I wouldn't make Bachillerato 3 years long. 
I would give schools back the teachers and support staff that they have lost - in fact I would increase staff in schools thereby cunningly reducing unemployment at the same time as raising the standards of education which Rajoy has expressed concern about. 
I would give all full time town hall workers across Spain the same conditions and salaries so that a woman who works in the collecting the rubbish tax in Alicante gets the same salary (regionally adjusted to the cost of living) as someone doing it in Villarejo del Rio. One truck and one van and one Seat car per Town hall (adjusted to number of inhabitants).
I would increase taxes on high end market goods including fur coats, luxury cars, precious stones, gold.
I would invest, which I understand that Rajoy has said he's not going to do anywhere along the line, in the creation of business and the training of employees in long term employment plans like environmentally friendly fuels in which Spain should be and has the potential to be world leader.

I'm not actively criticising Rajoy's statements 'cos I confess I've heard very little as I'm a little busy at the moment. I heard smth about pensions (they will increase with inflation, but I thought that was already in place) and education (3 yr. Bach.) and that he's not going to touch taxes...


----------



## Pesky Wesky (May 10, 2009)

xabiachica said:


> ah I see - yes, more in line with Europe - although most degree courses in the UK are 3 years
> 
> I shall have a google/wiki and a good read - thanks


Perhaps it's 3.
It's now known as a *grado* instead of *carrera*


----------



## nigele2 (Dec 25, 2009)

Pesky Wesky said:


> I wouldn't make Bachillerato 3 years long.
> I would give schools back the teachers and support staff that they have lost - in fact I would increase staff in schools thereby cunningly reducing unemployment at the same time as raising the standards of education which Rajoy has expressed concern about.
> I would give all full time town hall workers across Spain the same conditions and salaries so that a woman who works in the collecting the rubbish tax in Alicante gets the same salary (regionally adjusted to the cost of living) as someone doing it in Villarejo del Rio. One truck and one van and one Seat car per Town hall (adjusted to number of inhabitants).
> I would increase taxes on high end market goods including fur coats, luxury cars, precious stones, gold.
> ...


I would also get the whole plan together, fully cost it, and present it to the markets. Dribbling information and measures is very dangerous IMHO.

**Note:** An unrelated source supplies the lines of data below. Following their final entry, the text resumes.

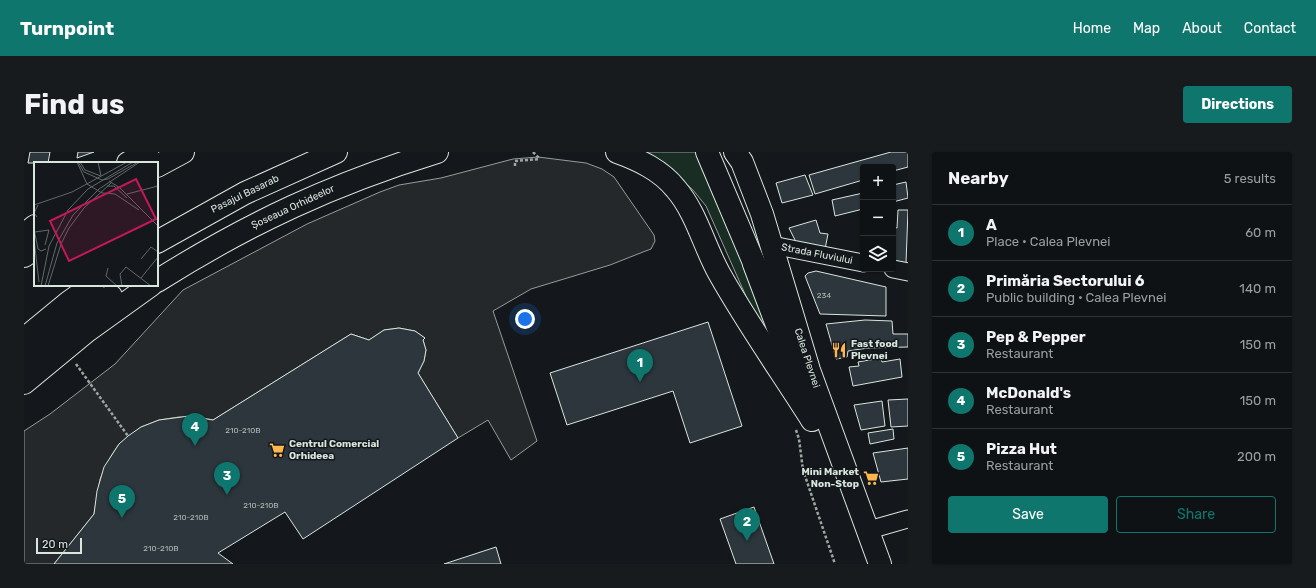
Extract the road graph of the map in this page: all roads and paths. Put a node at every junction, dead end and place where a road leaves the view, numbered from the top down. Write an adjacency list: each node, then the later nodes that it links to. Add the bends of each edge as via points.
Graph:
1 (147, 152): 10 (main road)
2 (183, 152): 11 (main road)
3 (336, 152): 15 (main road, Pasajul Basarab, via 245,193)
4 (392, 152): 21 (main road, via 265,206)
5 (437, 152): 24 (main road, Șoseaua Orhideelor, via 358,178 289,207 230,237)
6 (534, 152): 12 (path, via 540,159 515,161)
7 (617, 152): 33 (main road, Calea Plevnei, via 650,166 677,189 688,206 726,286)
8 (709, 154): 20 (main road)
9 (739, 155): 16 (main road, Calea Plevnei)
10 (130, 162)
11 (158, 165)
12 (515, 166)
13 (34, 227): 14 (main road)
14 (24, 235)
15 (158, 241)
16 (772, 245): 19 (street, Strada Fluviului); 31 (main road, Calea Plevnei)
17 (34, 249): 18 (main road)
18 (24, 256)
19 (860, 262)
20 (754, 264): 31 (main road); 33 (main road, Calea Plevnei)
21 (158, 265)
22 (896, 270): 23 (street)
23 (908, 272)
24 (158, 280)
25 (92, 286): 28 (main road)
26 (126, 286): 30 (main road, via 80,317)
27 (150, 286): 29 (main road)
28 (24, 339)
29 (65, 349): 32 (main road); 34 (path)
30 (24, 364)
31 (809, 370): 36 (main road, Calea Plevnei)
32 (24, 383)
33 (803, 422): 37 (path, via 799,439 803,470); 38 (main road, Calea Plevnei)
34 (128, 436)
35 (908, 519): 36 (street)
36 (869, 530): 39 (main road, Calea Plevnei)
37 (835, 564)
38 (865, 564)
39 (880, 564)

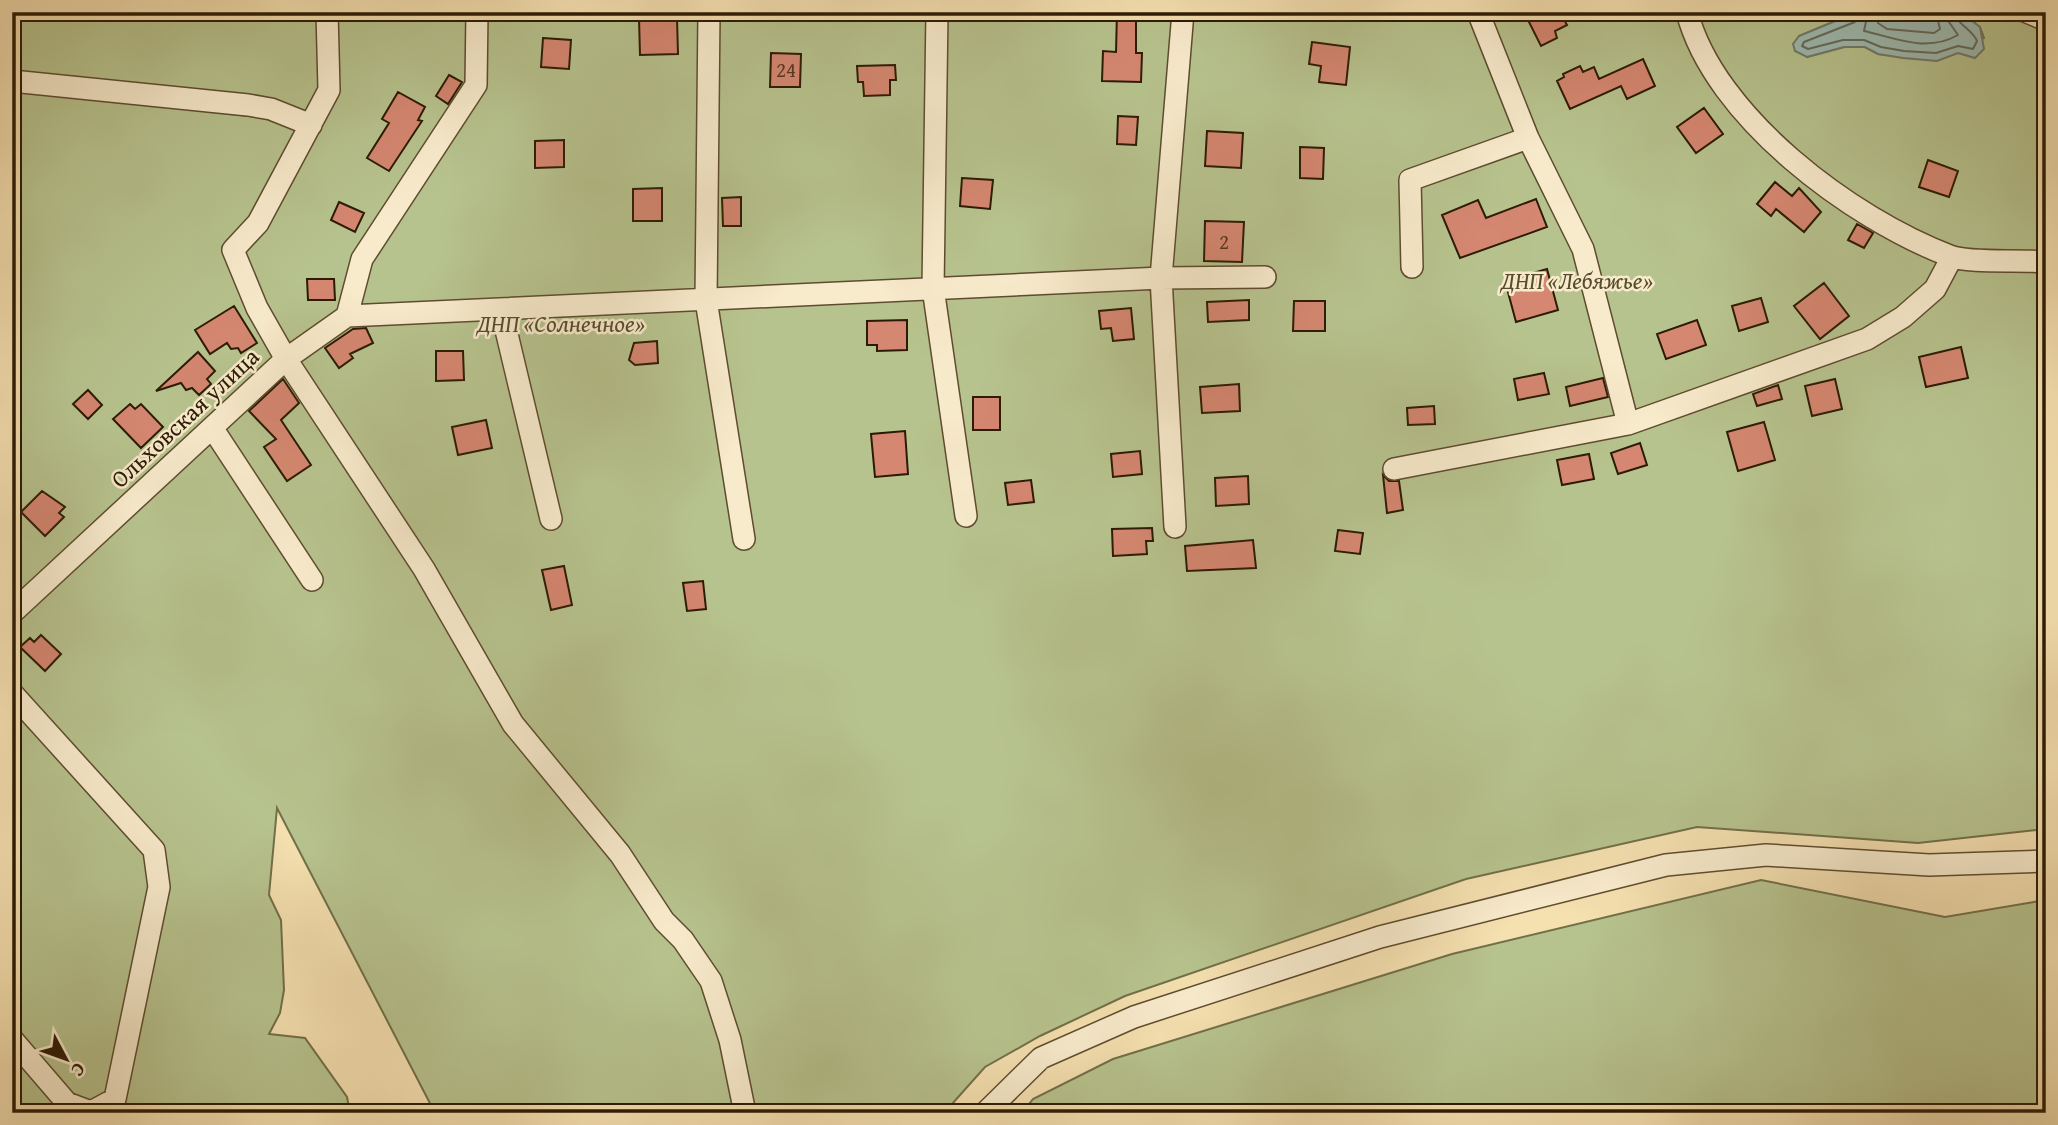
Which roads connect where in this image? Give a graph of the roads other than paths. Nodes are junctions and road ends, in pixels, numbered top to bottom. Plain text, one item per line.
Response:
1 (327, 12) edge
2 (477, 12) edge
3 (709, 12) edge
4 (937, 12) edge
5 (1184, 12) edge
6 (1478, 12) edge
7 (1687, 12) edge
8 (2027, 12) edge
9 (2046, 20) edge
10 (12, 81) edge
11 (311, 125) junction
12 (1528, 138) junction
13 (1952, 257) junction
14 (2046, 261) edge
15 (1412, 267) dead end
16 (1265, 277) dead end
17 (1161, 278) junction
18 (933, 288) junction
19 (706, 300) junction
20 (501, 309) junction
21 (347, 316) junction
22 (286, 359) junction
23 (1629, 424) junction
24 (213, 429) junction
25 (1394, 469) dead end
26 (966, 516) dead end
27 (551, 519) dead end
28 (1175, 527) dead end
29 (744, 539) dead end
30 (312, 580) dead end
31 (12, 613) edge
32 (12, 693) edge
33 (2046, 861) edge
34 (12, 1039) edge
35 (745, 1113) edge
36 (985, 1113) edge

1 - 11 street
2 - 21 street
3 - 19 street
4 - 18 street
5 - 17 street
6 - 12 street
7 - 13 street
8 - 9 street
10 - 11 street
11 - 22 street, Ольховская улица
12 - 15 street
12 - 23 street
13 - 14 street
13 - 23 street
16 - 17 street
17 - 18 street
17 - 28 street
18 - 19 street
18 - 26 street
19 - 20 street
19 - 29 street
20 - 21 street
20 - 27 street
21 - 22 street
22 - 24 street, Ольховская улица
22 - 35 street
23 - 25 street
24 - 30 street
24 - 31 street, Ольховская улица
32 - 34 street
33 - 36 street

The external investors need to know there is a plan and you are going to stick to it. They will then look more favourably upon it.

And plan 2 : start printing new peseta notes


----------



## mrypg9 (Apr 26, 2008)

Pesky Wesky said:


> I wouldn't make Bachillerato 3 years long.
> I would give schools back the teachers and support staff that they have lost - in fact I would increase staff in schools thereby cunningly reducing unemployment at the same time as raising the standards of education which Rajoy has expressed concern about.
> I would give all full time town hall workers across Spain the same conditions and salaries so that a woman who works in the collecting the rubbish tax in Alicante gets the same salary (regionally adjusted to the cost of living) as someone doing it in Villarejo del Rio. One truck and one van and one Seat car per Town hall (adjusted to number of inhabitants).
> I would increase taxes on high end market goods including fur coats, luxury cars, precious stones, gold.
> ...



Elements of what you have posted need to be carefully costed. But I didn't notice that he has plans to change the labour laws or decrease unemployment apart from the sleight-of-hand with the extra time in education.
The tax system needs to be looked at and changed so that unearned income is taxed at a higher rate than earned income. The autonomo needsw to be progressive and income-related.
Tax avoidance needs to be clamped down on.


----------



## Pesky Wesky (May 10, 2009)

mrypg9 said:


> Elements of what you have posted need to be carefully costed. But I didn't notice that he has plans to change the labour laws or decrease unemployment apart from the sleight-of-hand with the extra time in education.
> The tax system needs to be looked at and changed so that unearned income is taxed at a higher rate than earned income. The autonomo needsw to be progressive and income-related.
> Tax avoidance needs to be clamped down on.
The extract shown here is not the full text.